We uphold the exercise by the district court of its discretion in permitting the State to further amend the amended information before trial. We also conclude that the district court did not abuse its sentencing discretion by imposing a determinate life sentence for first degree murder under the circumstances.

The judgment of conviction and the life sentence to the custody of the Board of Correction, without the possibility of parole, are affirmed.

LANSING and PERRY, JJ., concur.

. Rule 7(e) reflects the requirements in I.C. § 19-1420, which provides:

An indictment or information may be amended by the prosecuting attorney without leave of the court, at any time before the defendant pleads, and at any time thereafter, in the discretion of the court, where it can be done without prejudice to the substantial rights of the defendant. An information or indictment cannot be amended so as to charge an offense other than that for which the defendant has been held to answer.

. The doctrine of the law of the case has been described as follows:

[WJhere an appellate court states a principle of law in deciding a case, that rule becomes the law of the case and is controlling both in the lower court and on subsequent appeals as long as the facts are substantially the same.

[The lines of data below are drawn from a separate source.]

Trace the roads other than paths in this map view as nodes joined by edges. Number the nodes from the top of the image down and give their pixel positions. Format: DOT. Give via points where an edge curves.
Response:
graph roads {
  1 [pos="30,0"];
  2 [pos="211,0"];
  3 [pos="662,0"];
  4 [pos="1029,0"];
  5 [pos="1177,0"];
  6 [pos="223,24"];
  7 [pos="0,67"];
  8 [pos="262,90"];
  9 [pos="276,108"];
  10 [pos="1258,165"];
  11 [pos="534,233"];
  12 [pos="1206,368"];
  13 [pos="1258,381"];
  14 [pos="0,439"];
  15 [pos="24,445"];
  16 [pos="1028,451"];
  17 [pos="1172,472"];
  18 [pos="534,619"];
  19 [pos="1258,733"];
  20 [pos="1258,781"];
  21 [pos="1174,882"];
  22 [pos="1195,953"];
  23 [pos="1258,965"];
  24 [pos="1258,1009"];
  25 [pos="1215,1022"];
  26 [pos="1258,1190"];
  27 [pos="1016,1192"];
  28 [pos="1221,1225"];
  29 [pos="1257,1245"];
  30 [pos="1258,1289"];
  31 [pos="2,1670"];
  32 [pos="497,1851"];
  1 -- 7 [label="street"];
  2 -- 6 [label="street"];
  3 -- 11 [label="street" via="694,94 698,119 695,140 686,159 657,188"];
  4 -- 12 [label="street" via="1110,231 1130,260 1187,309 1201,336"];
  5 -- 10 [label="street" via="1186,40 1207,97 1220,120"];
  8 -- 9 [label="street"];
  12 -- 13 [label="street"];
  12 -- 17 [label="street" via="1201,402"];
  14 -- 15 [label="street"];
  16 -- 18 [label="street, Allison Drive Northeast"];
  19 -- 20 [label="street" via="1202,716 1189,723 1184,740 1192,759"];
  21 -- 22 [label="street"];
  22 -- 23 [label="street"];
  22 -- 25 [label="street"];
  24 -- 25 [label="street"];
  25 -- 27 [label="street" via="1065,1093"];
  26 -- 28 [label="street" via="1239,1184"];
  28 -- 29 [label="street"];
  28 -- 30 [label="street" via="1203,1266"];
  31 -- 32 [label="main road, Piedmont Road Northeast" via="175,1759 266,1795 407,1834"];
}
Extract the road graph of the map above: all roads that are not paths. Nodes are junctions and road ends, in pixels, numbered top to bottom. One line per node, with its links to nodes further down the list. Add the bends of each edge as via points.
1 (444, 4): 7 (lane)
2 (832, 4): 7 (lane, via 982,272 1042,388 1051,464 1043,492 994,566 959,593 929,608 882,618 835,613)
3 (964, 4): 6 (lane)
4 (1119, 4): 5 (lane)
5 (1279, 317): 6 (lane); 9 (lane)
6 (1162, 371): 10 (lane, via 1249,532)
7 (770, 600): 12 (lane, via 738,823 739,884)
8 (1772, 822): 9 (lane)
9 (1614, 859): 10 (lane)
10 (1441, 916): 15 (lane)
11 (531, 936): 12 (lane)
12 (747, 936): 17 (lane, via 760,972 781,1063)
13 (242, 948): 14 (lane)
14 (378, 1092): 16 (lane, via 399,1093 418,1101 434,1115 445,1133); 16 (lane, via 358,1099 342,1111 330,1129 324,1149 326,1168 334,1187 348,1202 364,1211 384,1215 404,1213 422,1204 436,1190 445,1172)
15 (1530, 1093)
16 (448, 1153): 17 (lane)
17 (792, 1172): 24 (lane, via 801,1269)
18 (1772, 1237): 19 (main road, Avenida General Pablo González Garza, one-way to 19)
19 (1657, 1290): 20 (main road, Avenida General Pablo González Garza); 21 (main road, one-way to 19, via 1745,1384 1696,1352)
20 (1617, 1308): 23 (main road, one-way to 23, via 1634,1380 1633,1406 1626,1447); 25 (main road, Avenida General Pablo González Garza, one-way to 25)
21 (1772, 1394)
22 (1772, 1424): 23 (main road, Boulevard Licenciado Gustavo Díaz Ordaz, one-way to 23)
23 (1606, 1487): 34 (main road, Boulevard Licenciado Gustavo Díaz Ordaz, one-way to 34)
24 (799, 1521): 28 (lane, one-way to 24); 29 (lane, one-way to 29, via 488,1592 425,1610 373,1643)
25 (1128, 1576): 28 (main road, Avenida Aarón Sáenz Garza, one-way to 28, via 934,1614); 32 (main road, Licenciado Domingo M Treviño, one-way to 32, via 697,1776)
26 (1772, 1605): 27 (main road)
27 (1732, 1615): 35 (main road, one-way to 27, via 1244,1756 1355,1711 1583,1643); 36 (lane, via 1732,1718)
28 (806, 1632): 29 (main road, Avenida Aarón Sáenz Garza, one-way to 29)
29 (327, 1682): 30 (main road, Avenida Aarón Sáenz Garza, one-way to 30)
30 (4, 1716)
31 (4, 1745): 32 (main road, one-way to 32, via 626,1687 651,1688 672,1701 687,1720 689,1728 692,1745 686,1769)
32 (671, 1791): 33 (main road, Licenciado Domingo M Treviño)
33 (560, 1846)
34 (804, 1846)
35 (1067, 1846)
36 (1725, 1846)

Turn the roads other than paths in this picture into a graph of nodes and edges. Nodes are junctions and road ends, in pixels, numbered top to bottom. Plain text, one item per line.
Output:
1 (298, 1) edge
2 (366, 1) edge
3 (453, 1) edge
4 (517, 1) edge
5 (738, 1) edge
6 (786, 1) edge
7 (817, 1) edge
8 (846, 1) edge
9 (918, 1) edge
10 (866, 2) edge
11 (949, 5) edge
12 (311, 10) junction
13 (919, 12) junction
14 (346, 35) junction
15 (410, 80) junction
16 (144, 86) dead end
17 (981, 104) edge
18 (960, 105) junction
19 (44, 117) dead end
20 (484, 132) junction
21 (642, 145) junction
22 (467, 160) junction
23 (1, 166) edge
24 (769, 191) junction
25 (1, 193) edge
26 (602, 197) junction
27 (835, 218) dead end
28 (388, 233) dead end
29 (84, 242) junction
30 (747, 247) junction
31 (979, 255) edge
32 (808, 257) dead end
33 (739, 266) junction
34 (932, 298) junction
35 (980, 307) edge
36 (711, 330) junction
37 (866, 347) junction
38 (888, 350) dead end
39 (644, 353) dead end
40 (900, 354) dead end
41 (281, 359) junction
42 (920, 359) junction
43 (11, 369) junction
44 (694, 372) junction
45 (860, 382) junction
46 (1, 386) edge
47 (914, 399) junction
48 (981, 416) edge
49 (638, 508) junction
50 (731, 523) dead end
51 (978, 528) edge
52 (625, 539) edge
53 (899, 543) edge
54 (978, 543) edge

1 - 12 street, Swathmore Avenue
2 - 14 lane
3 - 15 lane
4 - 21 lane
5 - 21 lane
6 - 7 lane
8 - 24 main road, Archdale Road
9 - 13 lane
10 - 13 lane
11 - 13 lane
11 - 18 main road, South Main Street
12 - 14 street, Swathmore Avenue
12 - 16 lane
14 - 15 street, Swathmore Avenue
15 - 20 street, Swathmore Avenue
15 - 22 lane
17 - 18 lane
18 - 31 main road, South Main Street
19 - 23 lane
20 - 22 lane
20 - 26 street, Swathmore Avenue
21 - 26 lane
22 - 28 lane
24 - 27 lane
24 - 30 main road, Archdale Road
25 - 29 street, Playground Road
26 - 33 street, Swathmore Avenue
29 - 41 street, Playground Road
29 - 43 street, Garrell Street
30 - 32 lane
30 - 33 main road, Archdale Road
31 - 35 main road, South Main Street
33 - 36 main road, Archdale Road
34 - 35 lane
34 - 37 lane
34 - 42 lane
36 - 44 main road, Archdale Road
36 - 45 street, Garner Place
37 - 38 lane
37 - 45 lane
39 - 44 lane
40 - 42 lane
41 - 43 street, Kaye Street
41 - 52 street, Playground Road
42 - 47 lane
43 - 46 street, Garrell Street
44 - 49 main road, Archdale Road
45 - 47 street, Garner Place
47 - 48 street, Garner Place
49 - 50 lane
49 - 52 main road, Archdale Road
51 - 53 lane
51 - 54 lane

The decision on an issue of law made at one stage of a proceeding becomes precedent to be followed in successive stages of that same litigation.... Like stare decisis, the "law of the case” protects against relitigation of settled issues and assures that inferior courts will follow the decisions of superior courts.

Sun Valley Ranches, Inc. v. Prairie Power Cooperative, Inc., 124 Idaho 125, 129, 856 P.2d 1292, 1296 (Ct.App.1993), quoting Frazier v. Neilsen, 118 Idaho 104, 106, 794 P.2d 1160, 1162 (Ct.App.1990) (citations omitted). See also, Insurance Associates Corp. v. Hansen, 116 Idaho 948, 782 P.2d 1230 (1989).

. With respect to the possibility of prejudice, the district court remarked, “If there is any potential prejudice that you can show because of this permission of the second amended Information on the same statute, murder by torture in whatever form or guise it creeps up and in whatever degree, ... I would certainly consider a motion to continue the trial.” Tribe did not request any continuance in response to the court’s invitation, to prepare more adequately, which is further indicative of a lack of prejudice. State v. Seiber, 117 Idaho 637, 639, 791 P.2d 18, 20 (Ct.App.1990).

.As punishment for first degree murder, the accused may be sentenced to death or to a life term in the custody of the Board of Correction. I.C. § 18-4004; State v. Wilson, 107 Idaho 506, 690 P.2d 1338 (1984). Where, as here, capital punishment was not pursued by the State, the decision by the sentencing court as to whether the life sentence may be indeterminate with the possibility of parole after ten years, I.C. § 20-223 (1985), or shall be served entirely in confinement as a fixed or determinate sentence without the possibility of parole, is a matter within the court’s discretion.